Each year, OSHA has a programmed list of 50 logging and reforestation operators it can inspect. If a contractor isn’t on the list, it can’t be subjected to an inspection unless there’s a death, serious injury, complaint or referral. The list is primarily composed of logging companies, with about 10 to 20 reforestation contractors each year over the past five years.
But there is a major flaw in the way OSHA determines its annual list. One of the major factors in determining who gets inspected is the number of disabling workers’ compensation claims that have been filed. But the agency is well aware that fear of retaliation in the industry is widespread, and that many workers are discouraged – under fear of losing their job or of being deported – from filing such a claim at all.

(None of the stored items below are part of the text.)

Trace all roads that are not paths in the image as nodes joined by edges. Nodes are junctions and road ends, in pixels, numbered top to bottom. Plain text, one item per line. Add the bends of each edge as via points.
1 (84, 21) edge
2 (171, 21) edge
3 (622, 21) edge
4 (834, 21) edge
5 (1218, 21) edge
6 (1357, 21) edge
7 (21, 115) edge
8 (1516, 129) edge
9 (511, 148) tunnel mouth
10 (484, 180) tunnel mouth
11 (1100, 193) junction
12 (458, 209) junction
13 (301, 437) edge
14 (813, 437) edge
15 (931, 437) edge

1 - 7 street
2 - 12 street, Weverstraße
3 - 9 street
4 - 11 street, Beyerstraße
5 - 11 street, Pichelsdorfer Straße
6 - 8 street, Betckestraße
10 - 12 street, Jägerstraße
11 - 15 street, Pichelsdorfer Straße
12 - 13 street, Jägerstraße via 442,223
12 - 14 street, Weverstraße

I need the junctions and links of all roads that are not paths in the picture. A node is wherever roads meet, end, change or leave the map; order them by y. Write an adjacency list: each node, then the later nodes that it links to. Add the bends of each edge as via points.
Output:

This means companies successfully warding off workers’ compensation claims by way of intimidation are not only keeping their costs down, but are rewarded with a lower chance of being inspected by OSHA as well.

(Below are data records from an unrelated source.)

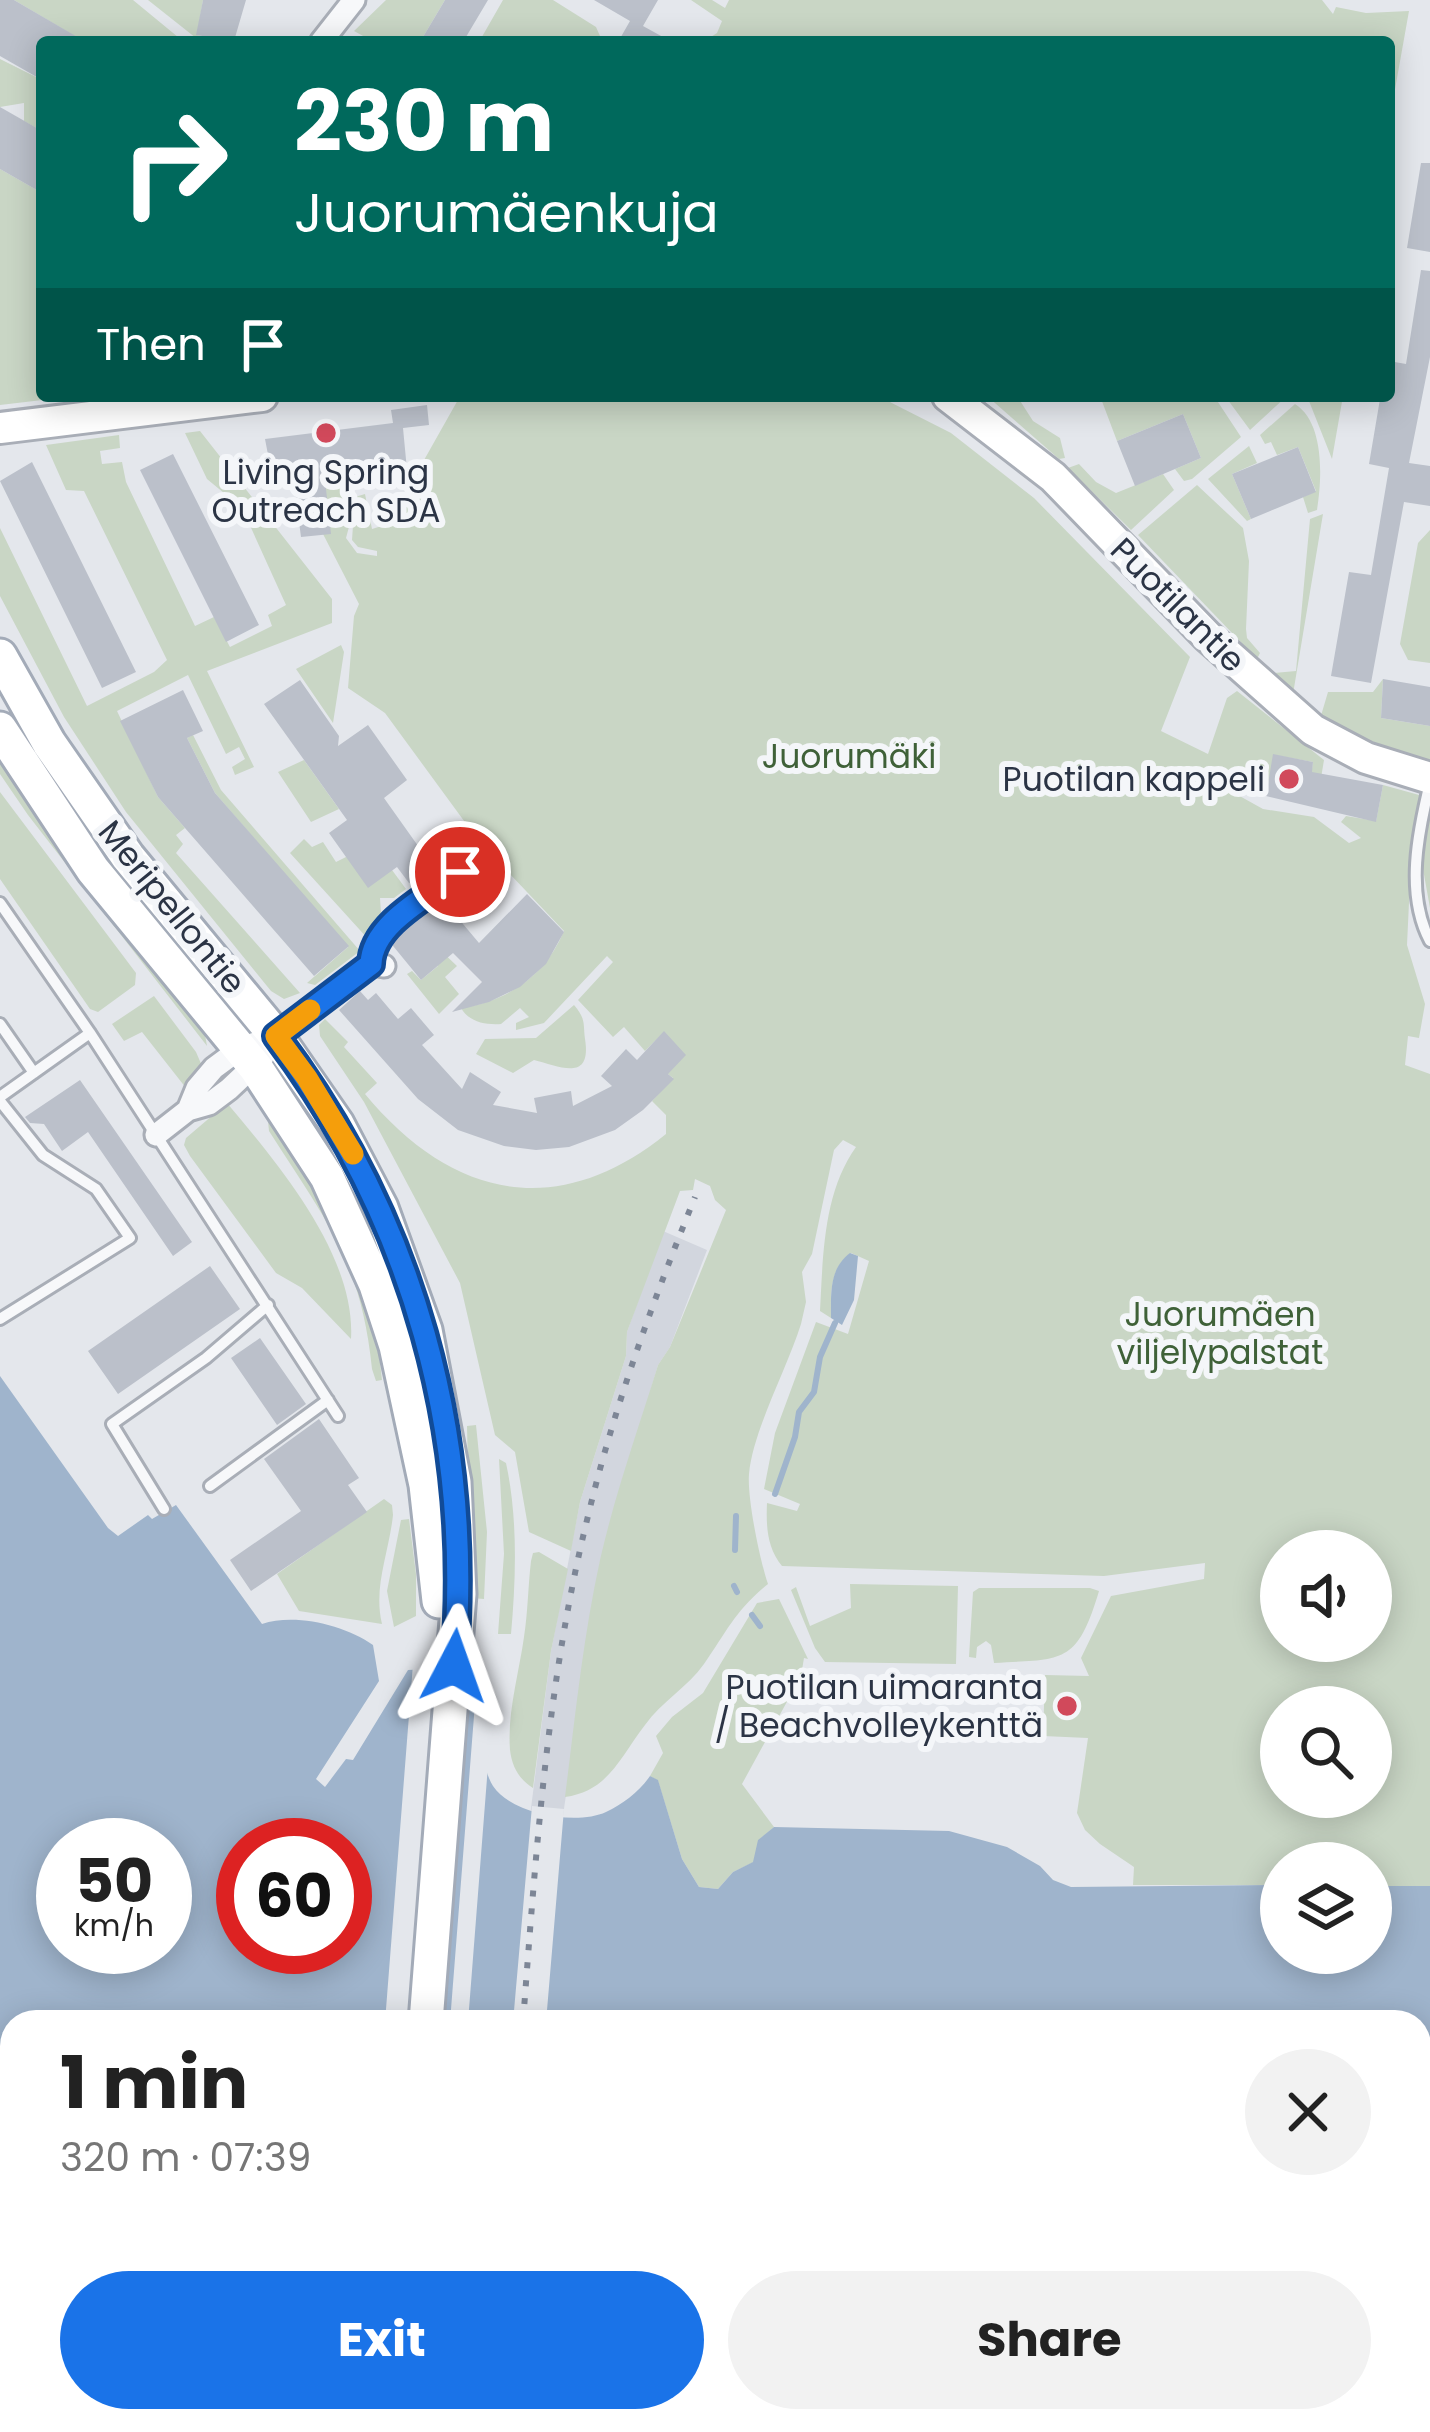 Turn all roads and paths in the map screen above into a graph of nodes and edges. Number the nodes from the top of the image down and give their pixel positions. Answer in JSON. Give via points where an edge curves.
{"nodes":[{"id":1,"x":354,"y":0,"type":"edge"},
{"id":2,"x":326,"y":36,"type":"edge"},
{"id":3,"x":198,"y":402,"type":"edge"},
{"id":4,"x":956,"y":402,"type":"edge"},
{"id":5,"x":0,"y":428,"type":"edge"},
{"id":6,"x":0,"y":656,"type":"edge"},
{"id":7,"x":0,"y":730,"type":"edge"},
{"id":8,"x":1430,"y":780,"type":"edge"},
{"id":9,"x":460,"y":872,"type":"dead end"},
{"id":10,"x":0,"y":903,"type":"edge"},
{"id":11,"x":1430,"y":940,"type":"edge"},
{"id":12,"x":377,"y":965,"type":"joint"},
{"id":13,"x":0,"y":1024,"type":"edge"},
{"id":14,"x":90,"y":1034,"type":"junction"},
{"id":15,"x":276,"y":1036,"type":"junction"},
{"id":16,"x":248,"y":1058,"type":"junction"},
{"id":17,"x":34,"y":1073,"type":"junction"},
{"id":18,"x":0,"y":1099,"type":"edge"},
{"id":19,"x":156,"y":1135,"type":"junction"},
{"id":20,"x":268,"y":1305,"type":"junction"},
{"id":21,"x":0,"y":1319,"type":"edge"},
{"id":22,"x":328,"y":1400,"type":"junction"},
{"id":23,"x":338,"y":1416,"type":"dead end"},
{"id":24,"x":211,"y":1486,"type":"dead end"},
{"id":25,"x":164,"y":1509,"type":"dead end"},
{"id":26,"x":447,"y":1638,"type":"junction"},
{"id":27,"x":408,"y":2010,"type":"edge"},
{"id":28,"x":427,"y":2010,"type":"edge"}],
"edges":[{"from":1,"to":2,"type":"street"},
{"from":3,"to":5,"type":"street"},
{"from":4,"to":8,"type":"street","name":"Puotilantie","via":[[1053,477],[1207,636],[1313,730]]},
{"from":6,"to":15,"type":"main road","name":"Meripellontie","via":[[116,842]]},
{"from":7,"to":16,"type":"main road","name":"Meripellontie","via":[[93,870]]},
{"from":8,"to":11,"type":"lane","via":[[1416,870],[1420,922]]},
{"from":9,"to":12,"type":"lane","via":[[380,934],[371,951]]},
{"from":10,"to":14,"type":"lane"},
{"from":12,"to":15,"type":"street"},
{"from":13,"to":17,"type":"lane"},
{"from":14,"to":17,"type":"lane"},
{"from":14,"to":19,"type":"lane"},
{"from":15,"to":16,"type":"street"},
{"from":15,"to":26,"type":"main road","name":"Meripellontie","via":[[366,1178],[425,1330],[457,1512]]},
{"from":16,"to":19,"type":"street","via":[[208,1104]]},
{"from":16,"to":26,"type":"main road","name":"Meripellontie","via":[[335,1192],[376,1285],[427,1485]]},
{"from":17,"to":18,"type":"lane"},
{"from":18,"to":21,"type":"lane","via":[[43,1155],[96,1189],[130,1238]]},
{"from":19,"to":20,"type":"lane"},
{"from":20,"to":22,"type":"lane"},
{"from":20,"to":25,"type":"lane","via":[[112,1424]]},
{"from":22,"to":23,"type":"lane"},
{"from":22,"to":24,"type":"lane"},
{"from":26,"to":27,"type":"main road"},
{"from":26,"to":28,"type":"main road"}]}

This might be why two reforestation operators that have reputations for treating their workers well have, combined, shown up on OSHA’s inspection list six times between 2011 and 2015.
Violation history is also calculated into OSHA’s scheduling determination, Beck said.

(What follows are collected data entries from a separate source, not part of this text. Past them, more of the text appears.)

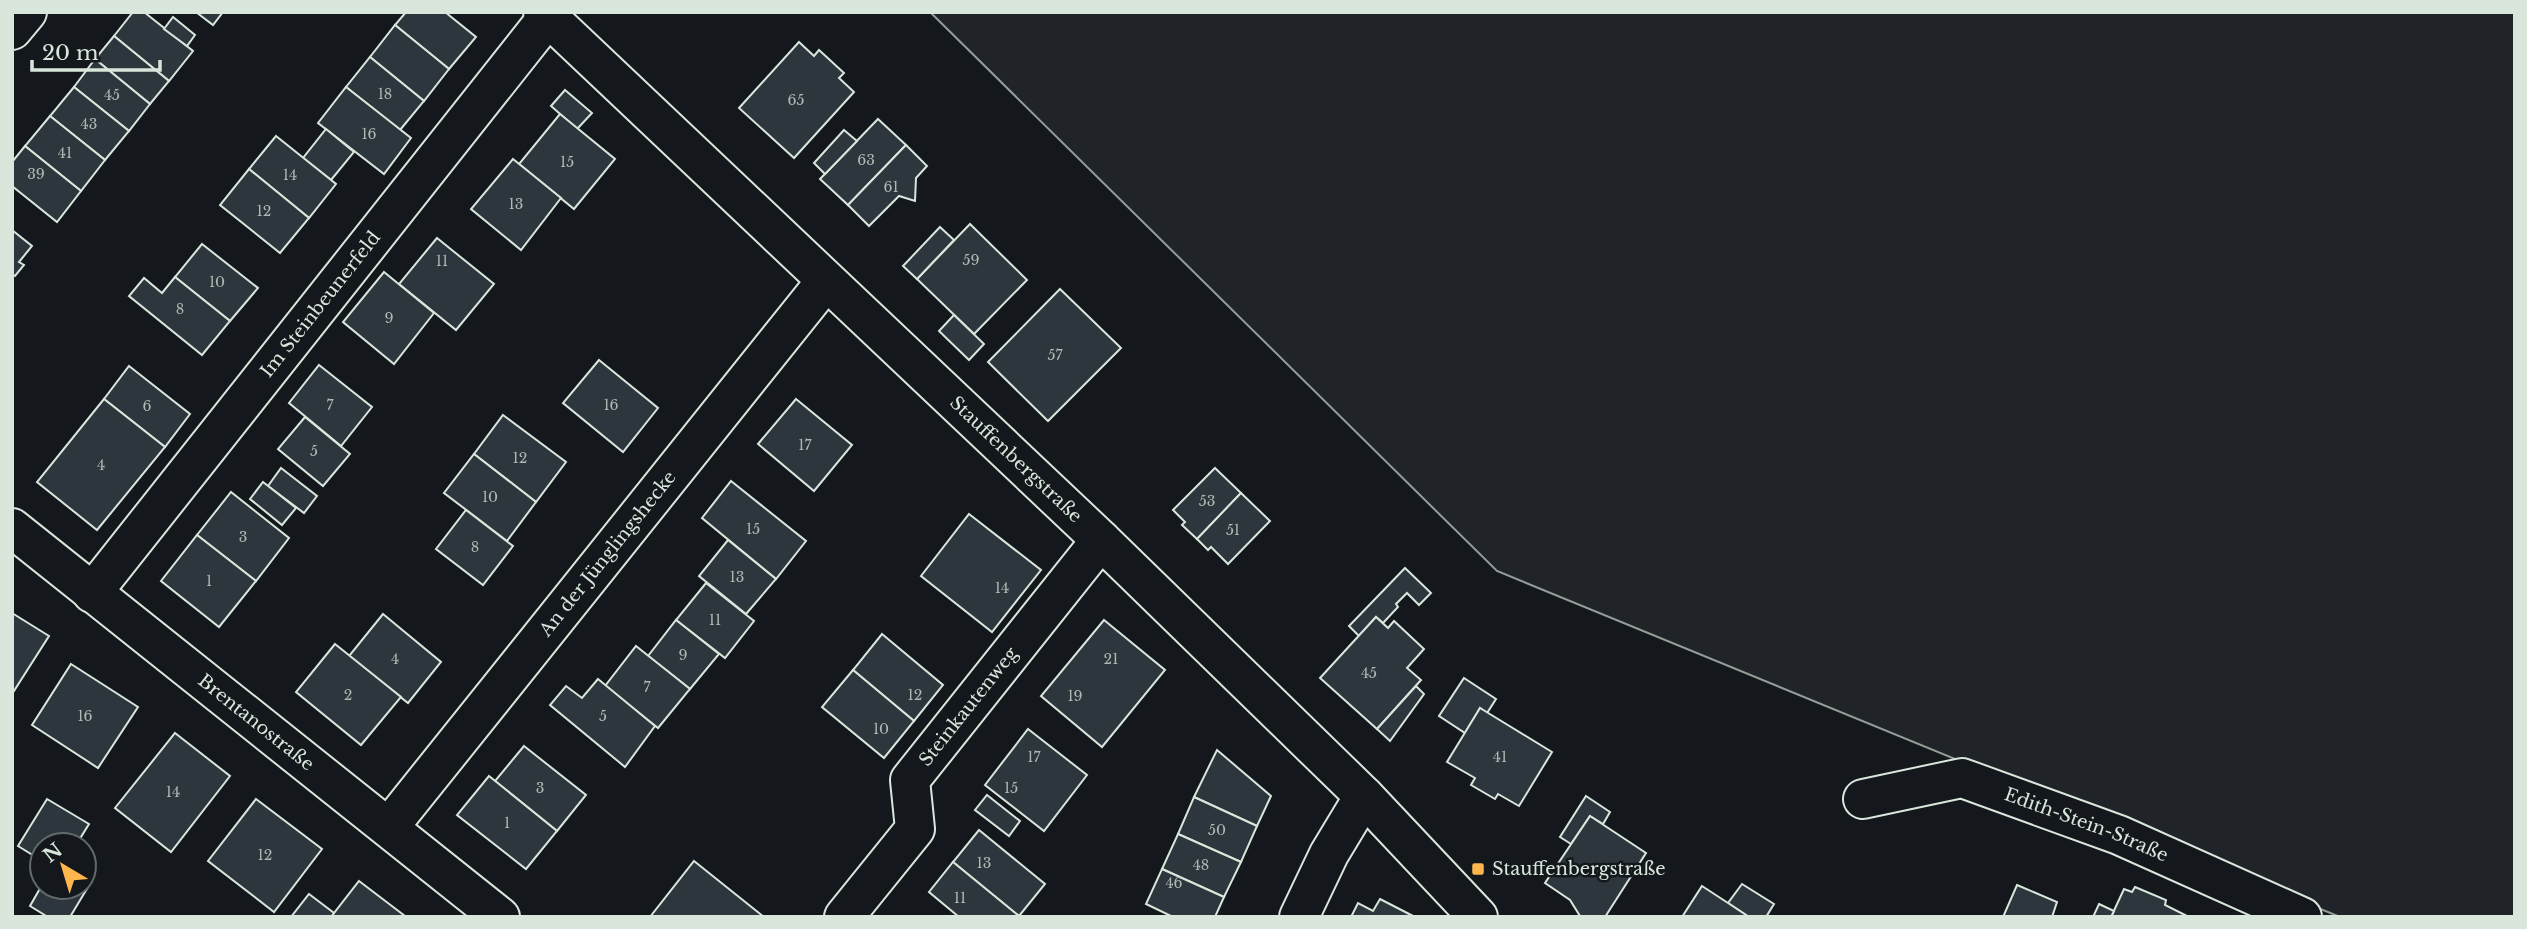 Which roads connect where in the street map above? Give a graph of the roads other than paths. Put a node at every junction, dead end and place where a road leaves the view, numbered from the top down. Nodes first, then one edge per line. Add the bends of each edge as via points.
1 (27, 12) edge
2 (545, 15) edge
3 (12, 30) edge
4 (826, 281) junction
5 (12, 528) edge
6 (1101, 540) junction
7 (92, 593) junction
8 (1363, 796) junction
9 (1863, 799) dead end
10 (389, 827) junction
11 (500, 917) edge
12 (844, 917) edge
13 (1299, 917) edge
14 (1478, 917) edge
15 (2302, 917) edge

1 - 3 street
2 - 4 street, Stauffenbergstraße
2 - 7 street, Im Steinbeunerfeld
4 - 6 street, Stauffenbergstraße
4 - 10 street, An der Jünglingshecke
5 - 7 street, Brentanostraße
6 - 8 street, Stauffenbergstraße
6 - 12 street, Steinkautenweg via 909,780 915,829
7 - 10 street, Brentanostraße
8 - 13 street
8 - 14 street, Stauffenbergstraße
9 - 15 street, Edith-Stein-Straße via 1962,778 2119,835
10 - 11 street, Brentanostraße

But neither Cutting Edge Forestry nor Summitt Forests has popped up on the list since Ponce-Leon’s death.
In April 2013, while thinning trees for the U.S. Forest Service in the Fremont-Winema National Forest near Klamath Falls, Juan Garibay was struck in the back and shoulders by a falling 81-foot tree, breaking his neck. His co-worker was not following the basic two-tree-length rule of forestry, meaning workers should be two tree lengths apart when felling trees.
The site supervisor watched the whole thing happen from 15 feet away but did nothing to stop it, according to state reports. The OSHA inspector discovered the company safety policy was, “Be careful and take care of each other,” rather than following adequate procedures. He also discovered the employer knew about the two-tree-length rule. Fremont Forest Systems Inc. was cited for three violations. It received a 60 percent reduction in penalties due to its size, bringing its fine to $6,100, the largest fine issued in a single investigation between 2011 and 2015.
Fremont Forest Systems didn’t come up on the inspection list in the years following its violations either.
Lomakatsi Restoration Project is a reforestation nonprofit out of Ashland that prides itself on paying its workers well, training them properly, and serving as an example of how the industry should be operating.
According to data compiled for Street Roots by the Oregon Department of Consumer and Business Services, Lomakatsi had less than half the number of workers’ compensation claims between 2000 and 2011 than both Summitt Forests and Cutting Edge Forestry, and a good track record with OSHA. But Lomakatsi popped up on OSHA’s annual inspection list three times during the past five years.
When asked to name another company that follows Oregon’s labor laws and treats its workers well, Lomakatsi director Mark Bey named Grayback Forestry Inc., which also popped up on OSHA’s annual inspection list three out of the past five years, although Grayback Forestry had a significant number of workers’ compensation claims.
Both were inspected three times. Both passed twice, and neither was cited for violations warranting monetary fines when it was cited.
“There has always been a certain percent that does everything right, and a whole bunch that don’t,” said Grayback owner Michael Wheeler. He said lately it’s starting to feel like it was in the late 1980s again – with many contractors choosing to flat-out ignore labor laws.
Research conducted by the Northwest Forest Worker Center has indicated widespread abuse and dangerous working conditions in the industry in the region. Many of the state’s 284 contractors have never been inspected.